- Directed by: Friz Freleng Hawley Pratt (co-director)
- Story by: John Dunn
- Produced by: David H. DePatie Friz Freleng
- Starring: Mel Blanc
- Edited by: Lee Gunther
- Music by: Bill Lava
- Animation by: Don Williams Bob Matz Norman McCabe Warren Batchelder Lee Halpern Manuel Perez
- Layouts by: Dick Ung
- Backgrounds by: Tom O'Loughlin
- Color process: Technicolor
- Production company: DePatie–Freleng Enterprises
- Distributed by: Warner Bros. Pictures The Vitaphone Corporation
- Release date: January 30, 1965;
- Running time: 6 minutes
- Language: English

= Cats and Bruises =

Cats and Bruises is a 1965 Warner Bros. Merrie Melodies cartoon directed by Friz Freleng and Hawley Pratt. The short was released on January 30, 1965, and stars Speedy Gonzales and Sylvester.

The cartoon itself is mostly made up of old recycled footage from previous Warner Bros. cartoons.

==Plot==

Sylvester spies on the Cinco De Mayo festival where Speedy Gonzales and his friends are dancing and partying. Sylvester then dons a mouse disguise consisting of only a pair of mouse ears, and gatecrashes into the festival. At first when two of Speedy's friends mistake Sylvester in the mouse disguise as a giant mouse, Speedy points out to them that it's a cat (el gato), not a mouse, and all the mice then retreat and run for their lives.

Speedy then lures Sylvester to the dog pound, where he gets attacked by numerous bulldogs. Sylvester escapes from the dog pound and continues chasing Speedy. And when Sylvester successfully catches Speedy with a net, Speedy continues running inside the net, dragging Sylvester along until he crashes into a pole.

Later, Speedy is serenading his girlfriend on a boat on the lake. And Sylvester sees an already inflated raft and goes after Speedy in the inflatable raft, but Speedy throws a dart into the raft, puncturing it and causing Sylvester to sink underwater into the lake.

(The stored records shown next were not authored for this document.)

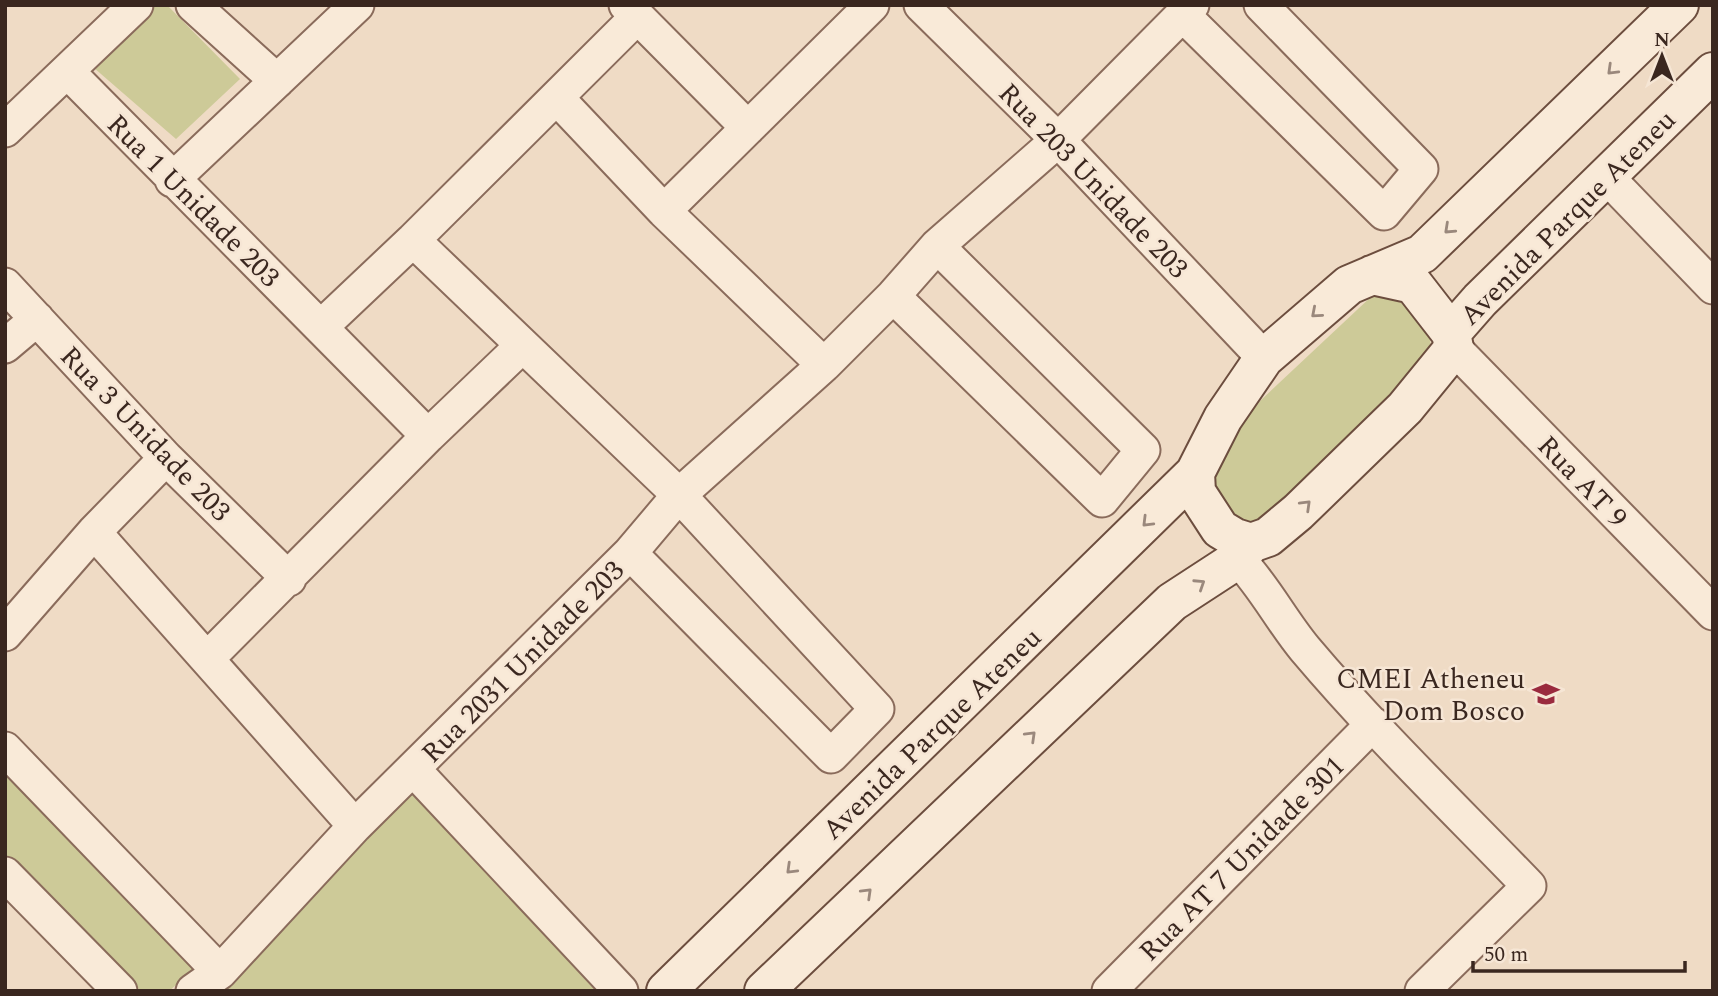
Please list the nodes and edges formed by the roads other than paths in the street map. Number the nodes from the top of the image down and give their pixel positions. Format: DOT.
graph roads {
  1 [pos="136,5"];
  2 [pos="193,5"];
  3 [pos="357,5"];
  4 [pos="872,5"];
  5 [pos="920,5"];
  6 [pos="1261,5"];
  7 [pos="1679,5"];
  8 [pos="1187,10"];
  9 [pos="631,11"];
  10 [pos="68,72"];
  11 [pos="1713,72"];
  12 [pos="277,82"];
  13 [pos="557,98"];
  14 [pos="748,128"];
  15 [pos="5,130"];
  16 [pos="1058,140"];
  17 [pos="1606,176"];
  18 [pos="172,180"];
  19 [pos="664,211"];
  20 [pos="413,240"];
  21 [pos="937,246"];
  22 [pos="1372,275"];
  23 [pos="5,285"];
  24 [pos="1713,287"];
  25 [pos="893,296"];
  26 [pos="37,319"];
  27 [pos="321,327"];
  28 [pos="1453,341"];
  29 [pos="5,346"];
  30 [pos="521,347"];
  31 [pos="1264,358"];
  32 [pos="824,365"];
  33 [pos="428,436"];
  34 [pos="166,458"];
  35 [pos="1195,473"];
  36 [pos="679,495"];
  37 [pos="94,532"];
  38 [pos="1244,552"];
  39 [pos="630,553"];
  40 [pos="289,579"];
  41 [pos="1713,613"];
  42 [pos="5,634"];
  43 [pos="208,658"];
  44 [pos="1373,724"];
  45 [pos="5,749"];
  46 [pos="413,769"];
  47 [pos="355,826"];
  48 [pos="5,874"];
  49 [pos="220,972"];
  50 [pos="120,991"];
  51 [pos="193,991"];
  52 [pos="621,991"];
  53 [pos="666,991"];
  54 [pos="765,991"];
  55 [pos="1109,991"];
  56 [pos="1422,991"];
  1 -- 10 [label="street"];
  2 -- 12 [label="street"];
  3 -- 12 [label="street"];
  4 -- 14 [label="street"];
  5 -- 16 [label="street, Rua 203 Unidade 203"];
  6 -- 8 [label="street"];
  7 -- 22 [label="street, one-way"];
  8 -- 16 [label="street, Rua 2031 Unidade 203"];
  9 -- 13 [label="street"];
  9 -- 14 [label="street"];
  10 -- 15 [label="street"];
  10 -- 18 [label="street, Rua 1 Unidade 203"];
  11 -- 17 [label="street, Avenida Parque Ateneu"];
  12 -- 18 [label="street"];
  13 -- 19 [label="street"];
  13 -- 20 [label="street"];
  14 -- 19 [label="street"];
  16 -- 21 [label="street, Rua 2031 Unidade 203"];
  16 -- 31 [label="street, Rua 203 Unidade 203"];
  17 -- 24 [label="street"];
  17 -- 28 [label="street, Avenida Parque Ateneu"];
  18 -- 27 [label="street, Rua 1 Unidade 203"];
  19 -- 32 [label="street"];
  20 -- 27 [label="street"];
  20 -- 30 [label="street"];
  21 -- 25 [label="street, Rua 2031 Unidade 203"];
  21 -- 25 [label="street"];
  22 -- 28 [label="street"];
  22 -- 31 [label="street, Avenida Parque Ateneu, one-way"];
  23 -- 26 [label="street, Rua 3 Unidade 203"];
  25 -- 32 [label="street, Rua 2031 Unidade 203"];
  26 -- 29 [label="street"];
  26 -- 34 [label="street, Rua 3 Unidade 203"];
  27 -- 33 [label="street, Rua 1 Unidade 203"];
  38 -- 28 [label="street, Avenida Parque Ateneu, one-way"];
  28 -- 41 [label="street, Rua AT 9"];
  30 -- 33 [label="street"];
  30 -- 36 [label="street"];
  31 -- 35 [label="street, Avenida Parque Ateneu"];
  32 -- 36 [label="street, Rua 2031 Unidade 203"];
  33 -- 40 [label="street"];
  34 -- 37 [label="street"];
  34 -- 40 [label="street, Rua 3 Unidade 203"];
  35 -- 38 [label="street"];
  35 -- 53 [label="street, Avenida Parque Ateneu, one-way"];
  36 -- 39 [label="street, Rua 2031 Unidade 203"];
  36 -- 39 [label="street, Rua 2031 Unidade 203"];
  37 -- 42 [label="street"];
  37 -- 43 [label="street"];
  38 -- 44 [label="street"];
  54 -- 38 [label="street, one-way"];
  39 -- 46 [label="street, Rua 2031 Unidade 203"];
  40 -- 43 [label="street"];
  43 -- 47 [label="street"];
  44 -- 55 [label="street, Rua AT 7 Unidade 301"];
  44 -- 56 [label="street"];
  45 -- 49 [label="street"];
  46 -- 47 [label="street, Rua 2031 Unidade 203"];
  46 -- 52 [label="street, Rua 2031 Unidade 203"];
  47 -- 49 [label="street, Rua 2031 Unidade 203"];
  48 -- 50 [label="street"];
  49 -- 51 [label="street, Rua 2031 Unidade 203"];
}
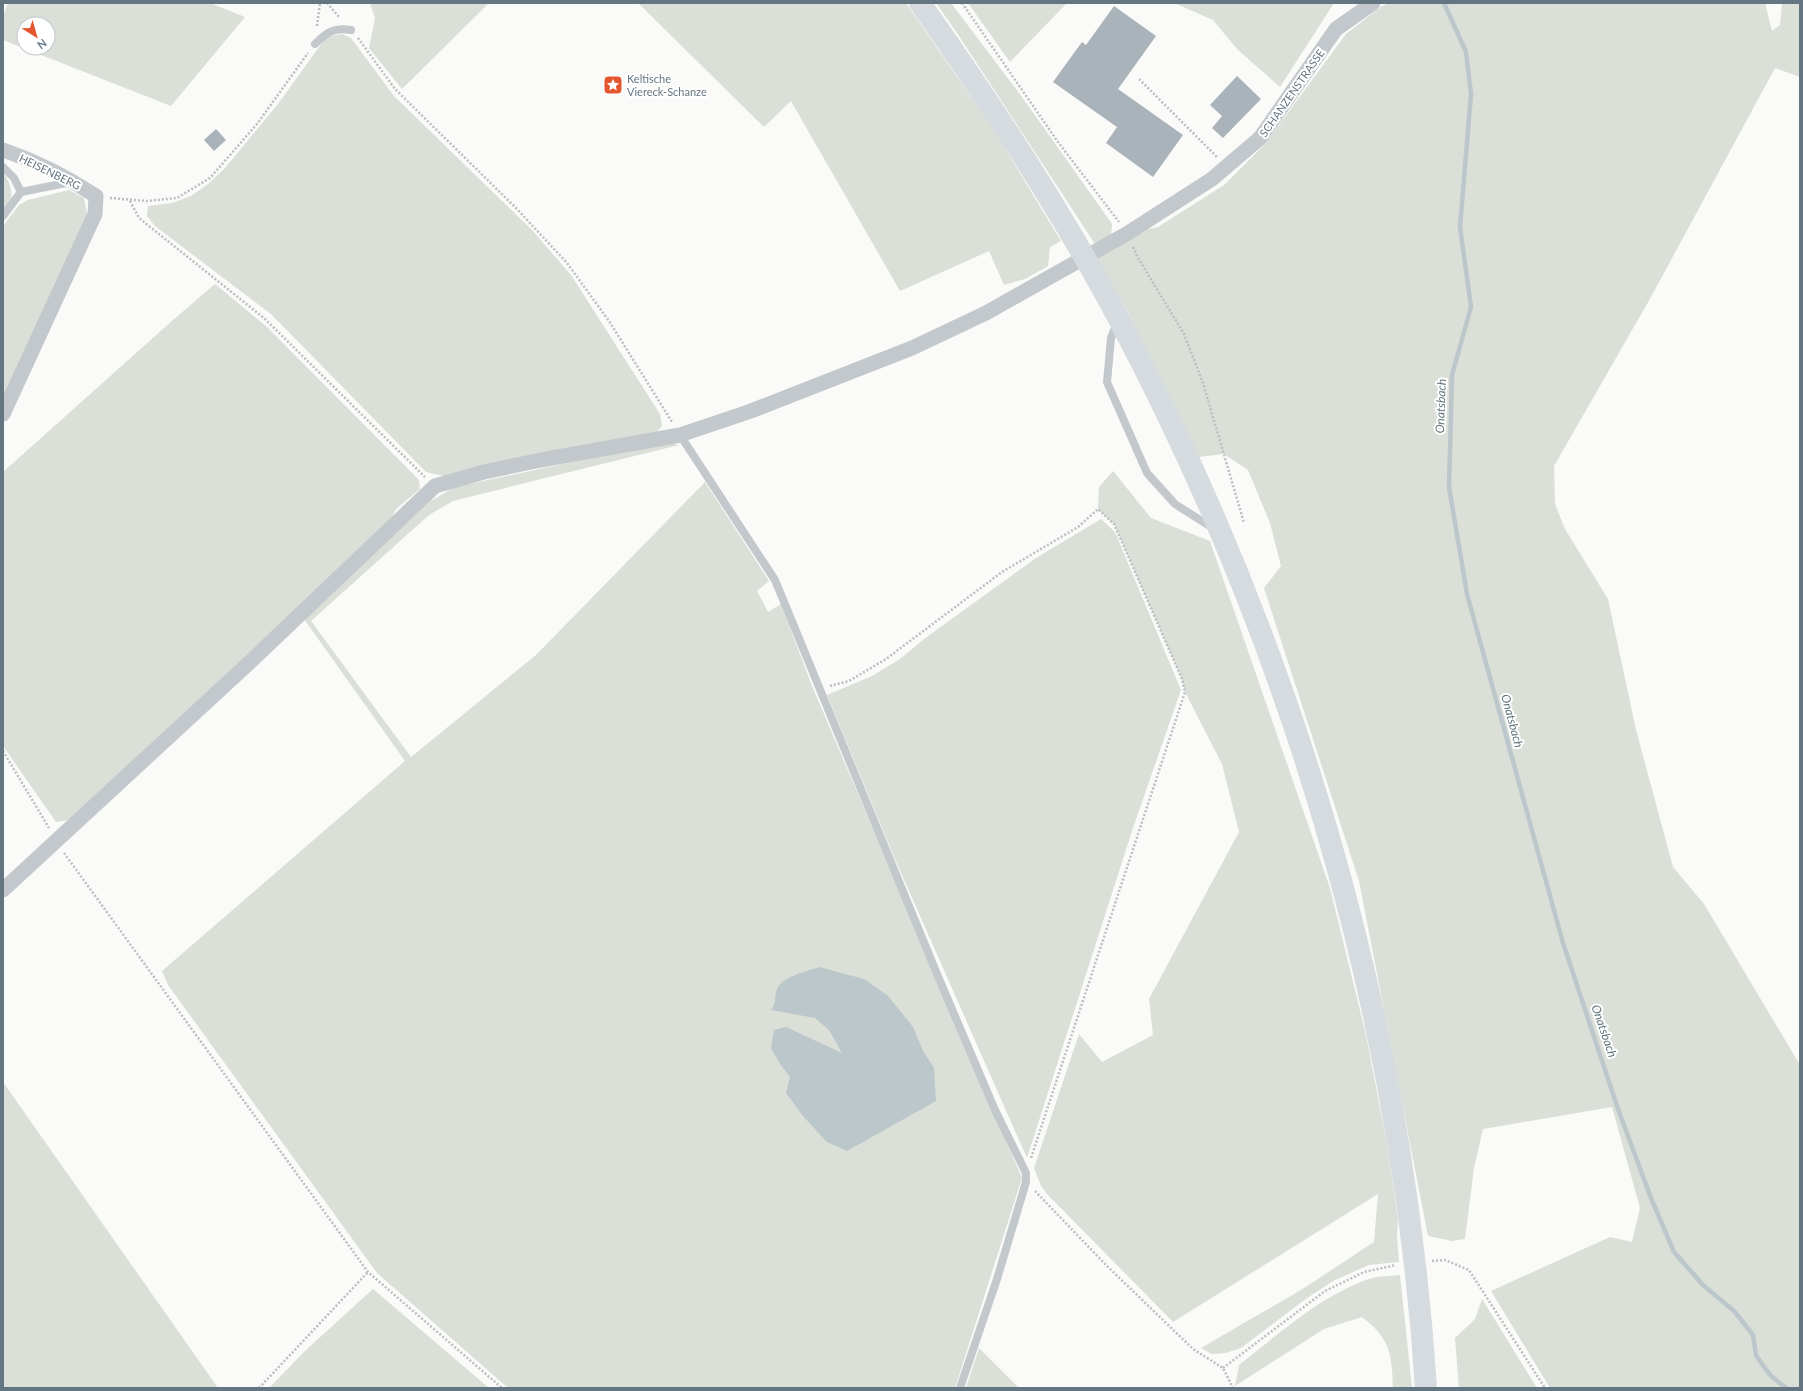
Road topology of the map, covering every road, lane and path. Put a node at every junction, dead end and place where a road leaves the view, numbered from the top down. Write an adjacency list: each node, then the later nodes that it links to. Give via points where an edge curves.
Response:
1 (320, 3): 7 (path)
2 (327, 3): 6 (path)
3 (920, 3): 18 (main road, via 1025,158)
4 (962, 3): 17 (path, via 1058,142)
5 (1373, 3): 11 (street, SCHANZENSTRASSE, via 1336,29 1260,138)
6 (351, 30): 7 (lane, via 340,28 325,33); 20 (path, via 395,89 518,209 567,263 608,321)
7 (315, 44): 15 (path, via 257,124 210,178 177,198)
8 (1139, 80): 11 (path, via 1214,153)
9 (3, 150): 12 (street, HEISENBERG, via 22,156)
10 (3, 166): 13 (lane, via 14,178)
11 (1226, 168): 17 (street, SCHANZENSTRASSE)
12 (74, 182): 13 (lane); 14 (street, HEISENBERG)
13 (21, 192): 16 (lane)
14 (96, 196): 15 (path); 19 (street, via 95,214)
15 (130, 201): 21 (path, via 139,218 264,318)
16 (3, 216)
17 (1128, 233): 20 (street, SCHANZENSTRASSE, via 986,313 912,348 751,411); 22 (path, via 1137,256 1184,334 1203,383)
18 (1119, 319): 23 (main road, via 1169,418); 23 (lane, via 1111,338 1107,382 1147,474 1174,504)
19 (3, 414)
20 (680, 435): 21 (street, SCHANZENSTRASSE, via 541,460); 24 (lane, via 775,580)
21 (435, 486): 26 (street)
22 (1244, 523)
23 (1220, 532): 38 (main road, via 1297,736 1339,874 1357,944 1388,1086 1410,1229)
24 (820, 689): 28 (lane, via 995,1110); 28 (path, via 849,681 886,659 1002,572 1078,527 1098,509 1114,524 1182,679 1185,692)
25 (3, 751): 26 (path)
26 (56, 841): 27 (street); 32 (path)
27 (3, 890)
28 (1026, 1173): 29 (lane)
29 (1026, 1182): 33 (path, via 1193,1350); 36 (lane)
30 (1425, 1262): 39 (path, via 1445,1260 1469,1270)
31 (1398, 1265): 33 (path, via 1364,1272 1325,1291)
32 (368, 1272): 34 (path); 35 (path)
33 (1223, 1368): 37 (path)
34 (259, 1388)
35 (502, 1388)
36 (960, 1388)
37 (1233, 1388)
38 (1426, 1388)
39 (1545, 1388)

Next, Sylvester drags a box, a plank and a 500-pound (227-kg) weight to the point at the base of the apartment building that is in a direct vertical line with the window where Speedy and his girlfriend are. He supports the plank with the box in the middle, stands on one end of the plank and heaves the weight onto the other end. This propels him up to Speedy's level and enables him to snatch the mouse. However, as he runs off, the weight lands hard on his head.

Finally, Sylvester builds himself a hot rod racing car and chases Speedy with it. As the chase continues, Sylvester realizes that he forgot to put the brakes on the car, and drives off a cliff and into the lake in the middle of the desert.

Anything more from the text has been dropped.